What I wonder is what was so great about Sonic 2? It's like Megaman 2 where even if I like it myself it's hyped to the point where it sounds like people never played anything else.
As for Sonic 2 and Mega Man II, it's probably because that is what most people played. People don't just choose their favorite games based on which one is actually the best. People have personal reasons for being more attached to one game than another. A favorite character. A favorite stage. A favorite setting. Most people aren't going to actually care about which one is "the best" if more than one of the games are actually good.
My personal favorite Mega Man game is Mega Man VII. There's even an article about it in my sidebar still. I have a lot of personal reasons why I like it way more than I like Mega Man II. If you weren't exposed to much more than Mega Man II, it's going to naturally be your favorite. If you were exposed to a variety of quality games there's a chance you won't be 100% objective in which one you decide is the "best."
My personal favorite classic Sonic game is probably Sonic 3 and Knuckles. Why? Knuckles is my favorite character and the cartridge lock-on was the most mind blowing thing on the planet back in those days. I don't even like Sonic 3 all that much. I find the stages kind of boring. The fact that attaching it to Sonic and Knuckles gave me the ability to play as Hyper Sonic, Super Knuckles and Turbo Tails on the other hand all of a sudden made Sonic 3 worth a lot more.
I'm always intrigued by your Sonic- and Megaman-related writing, since I'm not particularly into either, but harbor many of the same feelings you do towards series I've liked for a long time...and not just in terms of "I still like this", but the overall thought and reflection processes are near-identical, despite being directed towards completely different things. World peace could probably be built upon increased understanding and tolerance of each other's childhood nostalgia...after that, everything else is easy.
I mean, for a long time the best competition was Mario Land 2, which was fun but I never considered it much of a masterpiece even as a child. The Game Gear Sonic games kicked the pants off of the Mario ones. I don't think Mario Land got really badass until Wario showed up. Too bad Wario games never captured the magic for me like the original Wario Land did. Not unless you count Warioware.

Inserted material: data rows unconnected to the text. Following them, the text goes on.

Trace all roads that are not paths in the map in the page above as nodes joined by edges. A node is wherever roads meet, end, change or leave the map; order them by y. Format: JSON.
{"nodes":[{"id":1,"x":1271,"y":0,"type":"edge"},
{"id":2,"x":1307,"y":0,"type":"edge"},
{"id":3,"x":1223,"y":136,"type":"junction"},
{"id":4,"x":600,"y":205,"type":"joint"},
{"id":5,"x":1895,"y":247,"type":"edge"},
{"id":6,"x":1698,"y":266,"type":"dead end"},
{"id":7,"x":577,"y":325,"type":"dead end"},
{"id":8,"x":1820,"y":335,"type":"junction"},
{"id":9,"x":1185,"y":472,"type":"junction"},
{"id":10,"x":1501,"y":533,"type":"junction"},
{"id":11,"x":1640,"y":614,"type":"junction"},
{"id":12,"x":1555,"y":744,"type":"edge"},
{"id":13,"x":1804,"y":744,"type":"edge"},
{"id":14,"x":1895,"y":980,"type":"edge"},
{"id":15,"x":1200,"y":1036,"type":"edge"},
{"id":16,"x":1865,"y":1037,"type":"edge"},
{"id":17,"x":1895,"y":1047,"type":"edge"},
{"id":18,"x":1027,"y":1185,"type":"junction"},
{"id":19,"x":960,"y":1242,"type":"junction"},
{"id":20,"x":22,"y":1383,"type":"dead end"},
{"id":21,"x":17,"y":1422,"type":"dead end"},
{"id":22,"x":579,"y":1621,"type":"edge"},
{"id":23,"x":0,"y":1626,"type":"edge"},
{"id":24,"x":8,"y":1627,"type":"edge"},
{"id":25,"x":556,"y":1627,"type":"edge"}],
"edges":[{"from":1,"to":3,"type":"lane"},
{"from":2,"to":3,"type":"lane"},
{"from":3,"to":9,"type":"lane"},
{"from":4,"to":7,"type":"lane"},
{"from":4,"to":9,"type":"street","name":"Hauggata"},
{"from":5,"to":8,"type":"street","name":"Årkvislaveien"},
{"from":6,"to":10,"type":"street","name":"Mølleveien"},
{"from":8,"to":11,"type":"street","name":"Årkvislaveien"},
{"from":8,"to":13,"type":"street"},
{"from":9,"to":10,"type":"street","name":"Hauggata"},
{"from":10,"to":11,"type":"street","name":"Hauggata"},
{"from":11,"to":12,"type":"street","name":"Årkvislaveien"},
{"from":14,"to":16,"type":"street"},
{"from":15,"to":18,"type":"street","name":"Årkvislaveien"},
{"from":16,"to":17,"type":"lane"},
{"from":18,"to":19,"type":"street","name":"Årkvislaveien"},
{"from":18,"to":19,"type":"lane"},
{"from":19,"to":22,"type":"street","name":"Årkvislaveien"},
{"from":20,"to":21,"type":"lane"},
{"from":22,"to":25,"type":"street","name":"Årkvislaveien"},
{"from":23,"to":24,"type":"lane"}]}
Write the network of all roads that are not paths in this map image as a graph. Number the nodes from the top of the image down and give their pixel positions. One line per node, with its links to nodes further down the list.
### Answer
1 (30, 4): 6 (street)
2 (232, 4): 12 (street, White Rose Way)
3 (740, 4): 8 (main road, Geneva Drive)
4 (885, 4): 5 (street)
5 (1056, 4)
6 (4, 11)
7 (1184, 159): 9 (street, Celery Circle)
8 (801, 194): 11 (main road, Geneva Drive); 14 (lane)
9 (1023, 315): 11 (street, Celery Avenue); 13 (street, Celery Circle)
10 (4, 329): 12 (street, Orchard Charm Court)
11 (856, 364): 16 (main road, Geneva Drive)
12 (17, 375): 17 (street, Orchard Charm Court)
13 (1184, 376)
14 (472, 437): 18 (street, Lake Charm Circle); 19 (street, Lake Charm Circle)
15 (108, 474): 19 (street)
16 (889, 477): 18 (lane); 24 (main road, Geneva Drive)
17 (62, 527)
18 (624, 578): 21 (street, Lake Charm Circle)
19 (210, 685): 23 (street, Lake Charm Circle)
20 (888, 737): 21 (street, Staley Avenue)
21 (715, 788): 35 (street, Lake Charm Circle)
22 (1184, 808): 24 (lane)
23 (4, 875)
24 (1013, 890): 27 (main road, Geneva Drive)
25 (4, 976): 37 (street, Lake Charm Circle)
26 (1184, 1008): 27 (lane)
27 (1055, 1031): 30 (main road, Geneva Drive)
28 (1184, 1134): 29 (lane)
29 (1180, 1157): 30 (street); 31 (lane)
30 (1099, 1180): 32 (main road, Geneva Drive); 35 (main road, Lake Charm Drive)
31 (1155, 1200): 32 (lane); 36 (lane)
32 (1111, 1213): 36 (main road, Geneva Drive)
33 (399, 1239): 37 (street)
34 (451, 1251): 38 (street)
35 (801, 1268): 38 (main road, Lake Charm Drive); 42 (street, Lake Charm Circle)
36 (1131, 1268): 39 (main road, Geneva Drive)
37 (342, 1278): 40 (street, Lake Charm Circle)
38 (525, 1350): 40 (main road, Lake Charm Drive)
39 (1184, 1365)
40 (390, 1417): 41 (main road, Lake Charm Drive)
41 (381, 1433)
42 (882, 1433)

@Bullet: Indeed, sir. It makes me a little sad that a lot of gamer types can't understand eachother unless they all think the same way.
@HandsomeBeast: Maybe your Mom knew about the furry culture.
@Tony Ponce: Sonic R is something I admire for taking the racing genre in a different direction, so in that sense I'd say it is some straight up Diddy Kong Racing shit. Diddy Kong Racing is like one of my favorite games ever, though. Sonic R doesn't hold a candle to it.
I loved Sonic R as a kid. Unfortunately I can't revisit it anymore to see how it holds up, since it doesn't work on my current PC.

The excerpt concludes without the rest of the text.